Abstract cuts
Emet Brulin
Much can be done with scissors and abstraction. Coloured fields and parallelograms
displacing each other, forming chains and arrows, expanding as they shrink. In
Katarina Löfström’s video work The Elements (2025), a simple image unravels into its
constituent parts. Her work is that of dismantling and reassembling. A backward step
from the order in which everyday perception lulls us. In other words, a way of
breaking down and understanding a taken-for-granted whole.
Löfström takes hold of, cuts, and purifies Karin Larsson’s tapestry The Four Elements
to its smallest geometric denominator. She, Karin, stands on the right in her
husband Carl Larsson’s painting Azalea (1906), body facing out and away from the
painting, neck bent diagonally backwards; hidden behind a large azalea, she looks
towards the painter. That is, towards you. Karin has scissors in her hand. On the left,
the everyday scene is interrupted by small rectangular and vertically wave-shaped
fields of colour in a loom – the beginning of the tapestry The Four Elements. An
opening, that is, in the canvas where the weave of perception can be unbraided.
Is some underlying truth reviled here? That is not the point. But by cutting and
refining, abstracting, removing from the order of perception, that which we do not
see that we see through, the continuous flow of perception is broken. Stories twist
around themselves and collapse. A kind of code emerges that belongs neither to
any scene with Karin Larsson, you or me at the kitchen table, nor to the primordial
sound or image of the nation. It is not a striving for resemblance to such a scene.
The code is this: to take apart and put together, and the utmost pleasure that comes
from abstracting and modulating the given. A reminder of the fact that what we
perceive is contingent.
Narcissus’ lament – I cannot escape – is a cry that testifies to the opposite: the given
is not contingent, not possible to change, take apart or to escape. The very image of
Narcissus is all too dear to him. Katarina Löfström lets the lament echo. Reinforces
and breaks down this dreadful lock into banal code. Dots and dashes. Long and
short flashes. A representation, yes, but above all a new expression that enables an
opening in the ego’s hermetic relationship with itself, the nation's romanticisation of
its sound. When the absurdity of the lock is formalised and taken to its extreme,
then one can only laugh at its banality. Such is the power of abstraction; the given is
not given.
Entering the gallery space and surrounding oneself with fields of colour on the walls
and floor and The Elements’ electronic sounds which contrasts with the fiddles is to
decipher abstraction for oneself and how it relates to everyday expressions. The
code points back to the viewers themselves – it is up to you, do with it what you can.
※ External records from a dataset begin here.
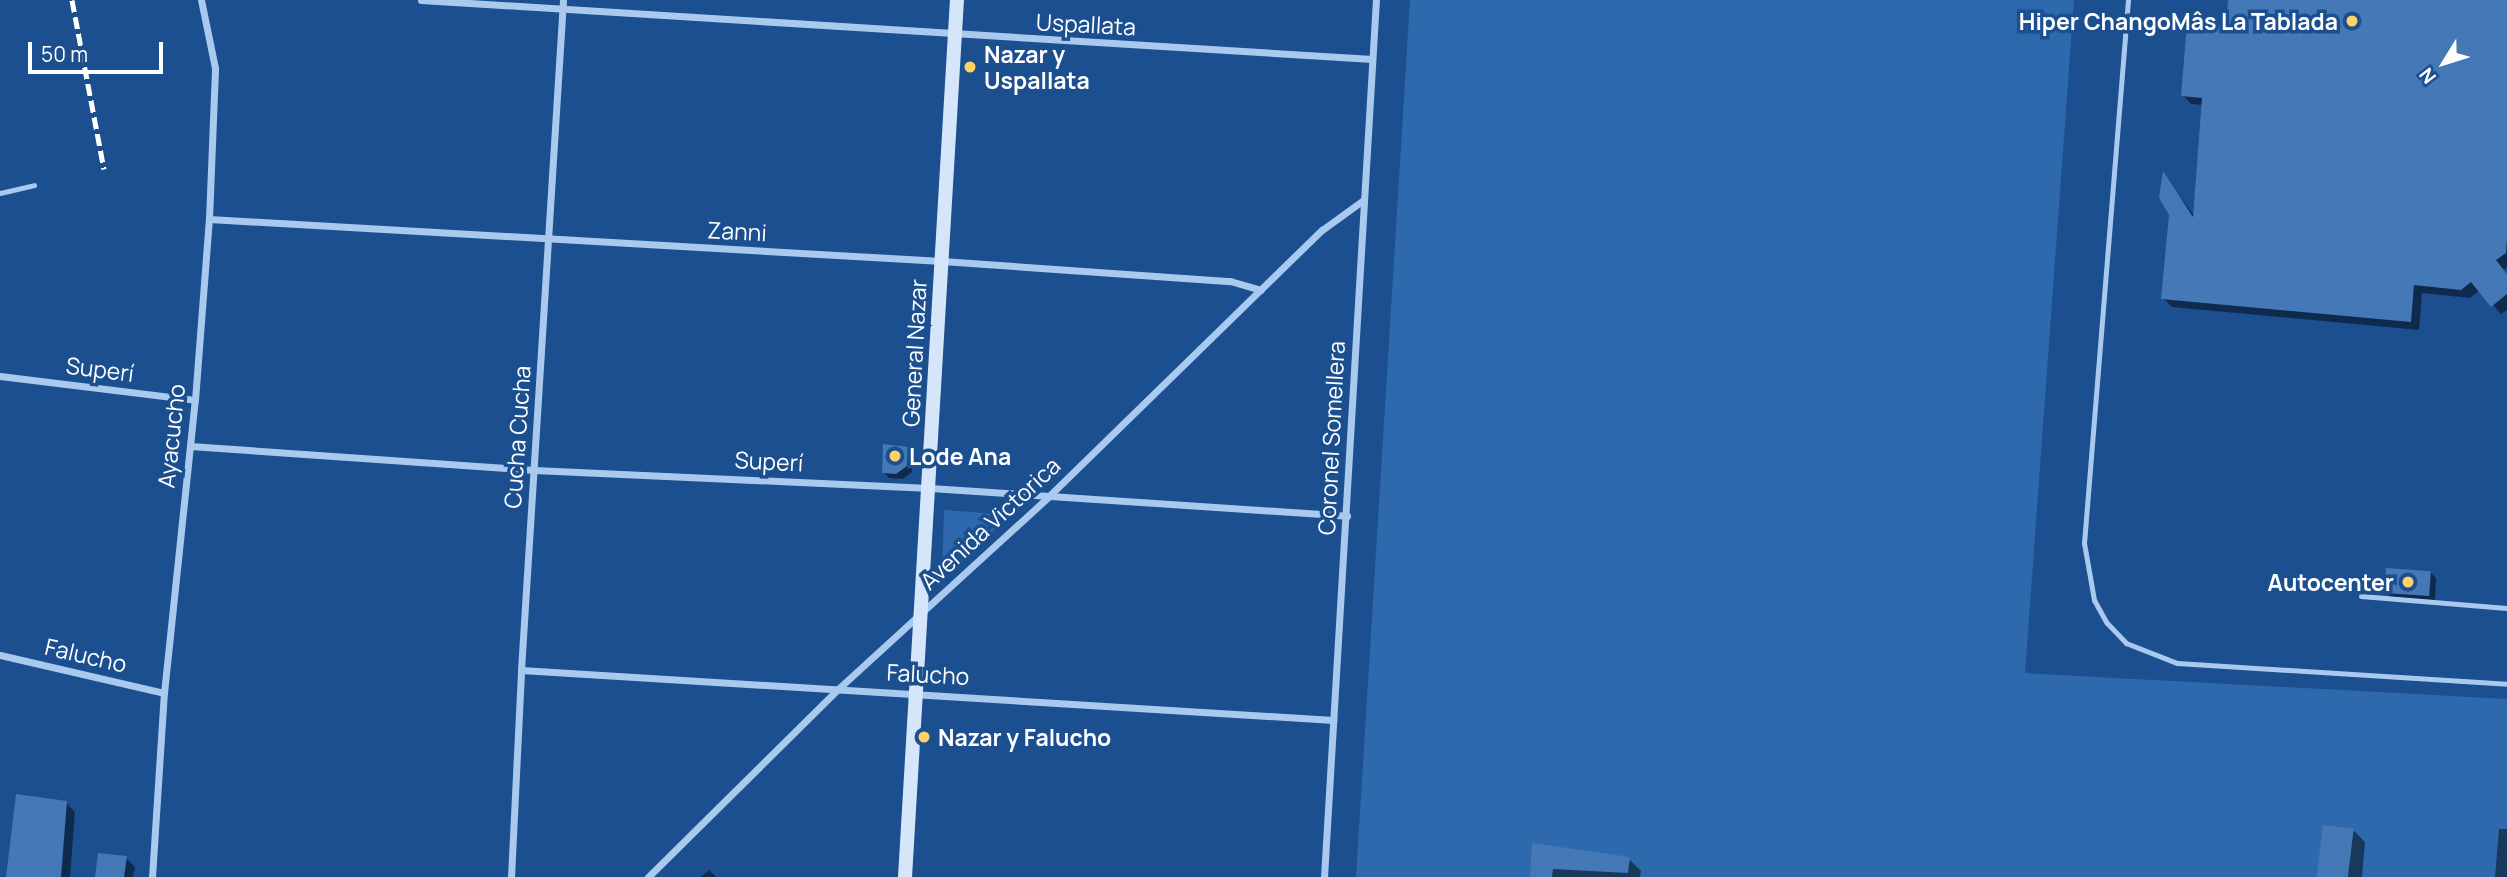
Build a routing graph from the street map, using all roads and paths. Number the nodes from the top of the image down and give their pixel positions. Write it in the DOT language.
graph roads {
  1 [pos="201,0"];
  2 [pos="421,0"];
  3 [pos="563,0"];
  4 [pos="957,0"];
  5 [pos="1376,0"];
  6 [pos="2128,0"];
  7 [pos="562,9"];
  8 [pos="954,35"];
  9 [pos="1372,60"];
  10 [pos="34,185"];
  11 [pos="0,193"];
  12 [pos="1362,201"];
  13 [pos="209,219"];
  14 [pos="550,240"];
  15 [pos="942,261"];
  16 [pos="1261,290"];
  17 [pos="0,376"];
  18 [pos="195,400"];
  19 [pos="190,446"];
  20 [pos="534,470"];
  21 [pos="930,488"];
  22 [pos="1049,496"];
  23 [pos="1347,516"];
  24 [pos="2361,596"];
  25 [pos="2507,608"];
  26 [pos="922,614"];
  27 [pos="0,655"];
  28 [pos="521,670"];
  29 [pos="2507,684"];
  30 [pos="838,689"];
  31 [pos="915,692"];
  32 [pos="164,693"];
  33 [pos="1333,720"];
  34 [pos="152,877"];
  35 [pos="511,877"];
  36 [pos="648,877"];
  37 [pos="905,877"];
  38 [pos="1324,877"];
  1 -- 13 [label="street, Ayacucho"];
  2 -- 7 [label="street, Uspallata"];
  3 -- 7 [label="street, Cucha Cucha"];
  4 -- 8 [label="street, General Nazar"];
  5 -- 9 [label="street, Coronel Somellera"];
  6 -- 29 [label="lane"];
  7 -- 8 [label="street, Uspallata"];
  7 -- 14 [label="street, Cucha Cucha"];
  8 -- 9 [label="street, Uspallata"];
  8 -- 15 [label="street, General Nazar"];
  9 -- 12 [label="street, Coronel Somellera"];
  10 -- 11 [label="lane"];
  12 -- 16 [label="street, Avenida Victorica"];
  12 -- 23 [label="street, Coronel Somellera"];
  13 -- 14 [label="street, Zanni"];
  13 -- 18 [label="street, Ayacucho"];
  14 -- 15 [label="street, Zanni"];
  14 -- 20 [label="street, Cucha Cucha"];
  15 -- 16 [label="street, Zanni"];
  15 -- 21 [label="street, General Nazar"];
  16 -- 22 [label="street, Avenida Victorica"];
  17 -- 18 [label="street, Superí"];
  18 -- 19 [label="street, Ayacucho"];
  19 -- 20 [label="street, Superí"];
  19 -- 32 [label="street, Ayacucho"];
  20 -- 21 [label="street, Superí"];
  20 -- 28 [label="street, Cucha Cucha"];
  21 -- 22 [label="street, Superí"];
  21 -- 26 [label="street, General Nazar"];
  22 -- 23 [label="street, Superí"];
  22 -- 26 [label="street, Avenida Victorica"];
  23 -- 33 [label="street, Coronel Somellera"];
  24 -- 25 [label="lane"];
  26 -- 30 [label="street, Avenida Victorica"];
  26 -- 31 [label="street, General Nazar"];
  27 -- 32 [label="street, Falucho"];
  28 -- 30 [label="street, Falucho"];
  28 -- 35 [label="street, Cucha Cucha"];
  30 -- 31 [label="street, Falucho"];
  30 -- 36 [label="street, Avenida Victorica"];
  31 -- 33 [label="street, Falucho"];
  31 -- 37 [label="street, General Nazar"];
  32 -- 34 [label="street, Ayacucho"];
  33 -- 38 [label="street, Coronel Somellera"];
}
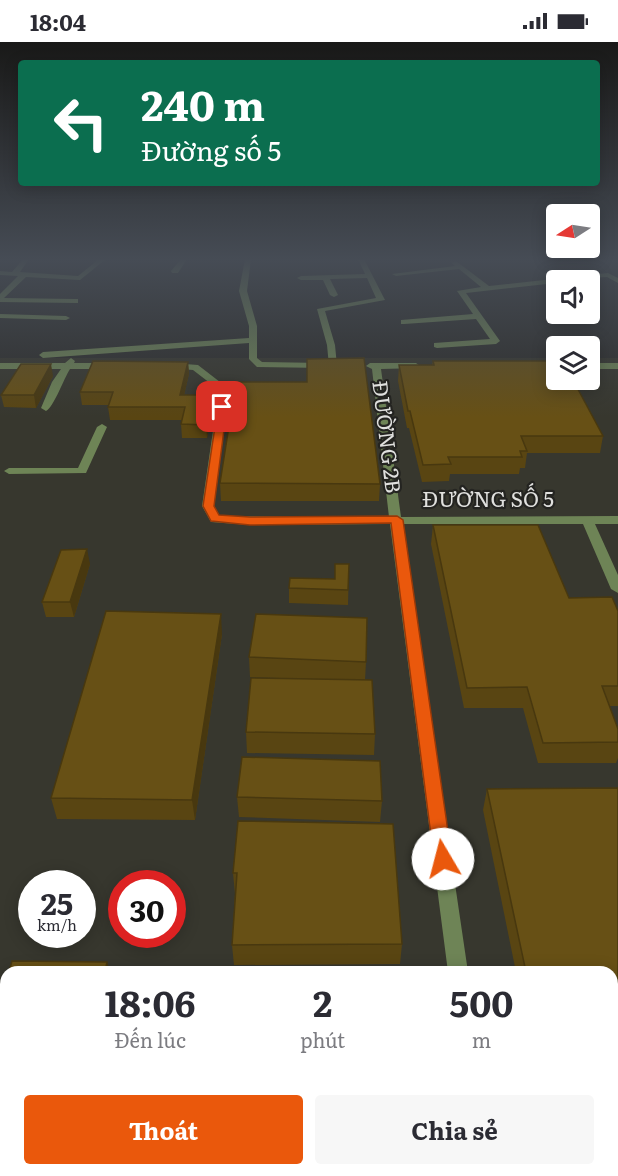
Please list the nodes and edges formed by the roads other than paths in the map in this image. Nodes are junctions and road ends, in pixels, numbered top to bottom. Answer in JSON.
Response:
{"nodes":[{"id":1,"x":249,"y":312,"type":"edge"},
{"id":2,"x":322,"y":312,"type":"edge"},
{"id":3,"x":476,"y":312,"type":"edge"},
{"id":4,"x":0,"y":316,"type":"edge"},
{"id":5,"x":479,"y":316,"type":"junction"},
{"id":6,"x":66,"y":318,"type":"dead end"},
{"id":7,"x":404,"y":322,"type":"dead end"},
{"id":8,"x":253,"y":340,"type":"junction"},
{"id":9,"x":437,"y":345,"type":"dead end"},
{"id":10,"x":76,"y":354,"type":"junction"},
{"id":11,"x":43,"y":355,"type":"dead end"},
{"id":12,"x":0,"y":366,"type":"edge"},
{"id":13,"x":67,"y":366,"type":"junction"},
{"id":14,"x":119,"y":366,"type":"edge"},
{"id":15,"x":163,"y":366,"type":"edge"},
{"id":16,"x":333,"y":366,"type":"junction"},
{"id":17,"x":344,"y":366,"type":"edge"},
{"id":18,"x":354,"y":366,"type":"edge"},
{"id":19,"x":376,"y":366,"type":"junction"},
{"id":20,"x":427,"y":366,"type":"edge"},
{"id":21,"x":600,"y":366,"type":"edge"},
{"id":22,"x":618,"y":366,"type":"edge"},
{"id":23,"x":46,"y":408,"type":"dead end"},
{"id":24,"x":102,"y":427,"type":"dead end"},
{"id":25,"x":9,"y":471,"type":"dead end"},
{"id":26,"x":397,"y":520,"type":"junction"},
{"id":27,"x":587,"y":520,"type":"junction"},
{"id":28,"x":618,"y":520,"type":"edge"},
{"id":29,"x":618,"y":589,"type":"edge"},
{"id":30,"x":457,"y":966,"type":"edge"}],
"edges":[{"from":1,"to":8,"type":"street"},
{"from":2,"to":16,"type":"street"},
{"from":3,"to":5,"type":"street"},
{"from":4,"to":6,"type":"street"},
{"from":5,"to":7,"type":"street"},
{"from":5,"to":9,"type":"street"},
{"from":8,"to":10,"type":"street"},
{"from":8,"to":16,"type":"street"},
{"from":10,"to":11,"type":"street"},
{"from":10,"to":13,"type":"street"},
{"from":12,"to":13,"type":"street"},
{"from":13,"to":14,"type":"street"},
{"from":13,"to":23,"type":"street"},
{"from":15,"to":26,"type":"street","name":"ĐƯỜNG SỐ 5"},
{"from":16,"to":17,"type":"street"},
{"from":18,"to":19,"type":"street"},
{"from":19,"to":20,"type":"street"},
{"from":19,"to":26,"type":"street","name":"ĐƯỜNG 2B"},
{"from":21,"to":22,"type":"street"},
{"from":24,"to":25,"type":"street"},
{"from":26,"to":27,"type":"street","name":"ĐƯỜNG SỐ 5"},
{"from":26,"to":30,"type":"street","name":"ĐƯỜNG 2B"},
{"from":27,"to":28,"type":"street","name":"ĐƯỜNG SỐ 5"},
{"from":27,"to":29,"type":"street"}]}
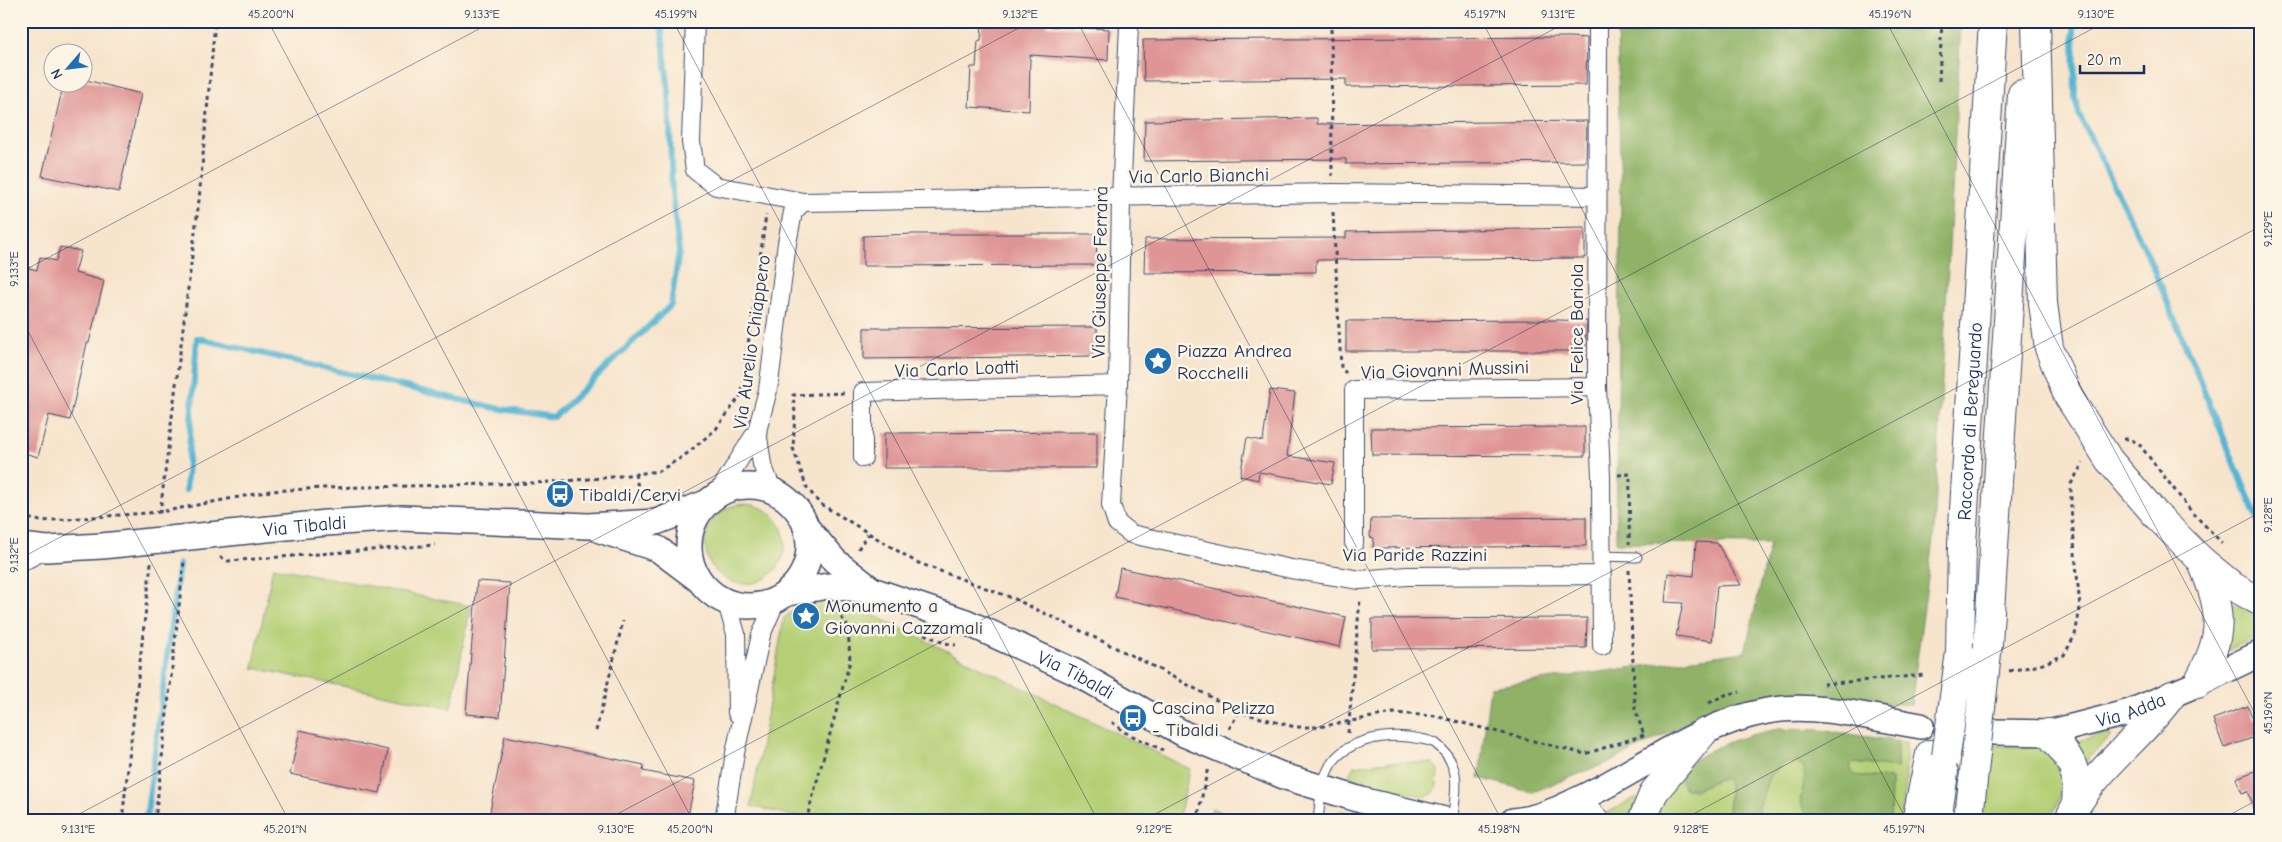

If Karin Larsson’s tapestry and Narcissus’ lament are puzzle pieces and emblems of
our time, Löfström offers an exercise: do not attach yourself to what perception
gives, accentuate the given detail and bring the reinforced element together with an
unexpected other. Taking apart requires more order, more systematics, than putting
together. Löfström’s room and work are thus a much-needed call to, with equal
parts playfulness and seriousness, find the openings in and modulate reality.
Emet Brulin is a critic and doctoral candidate in aesthetics.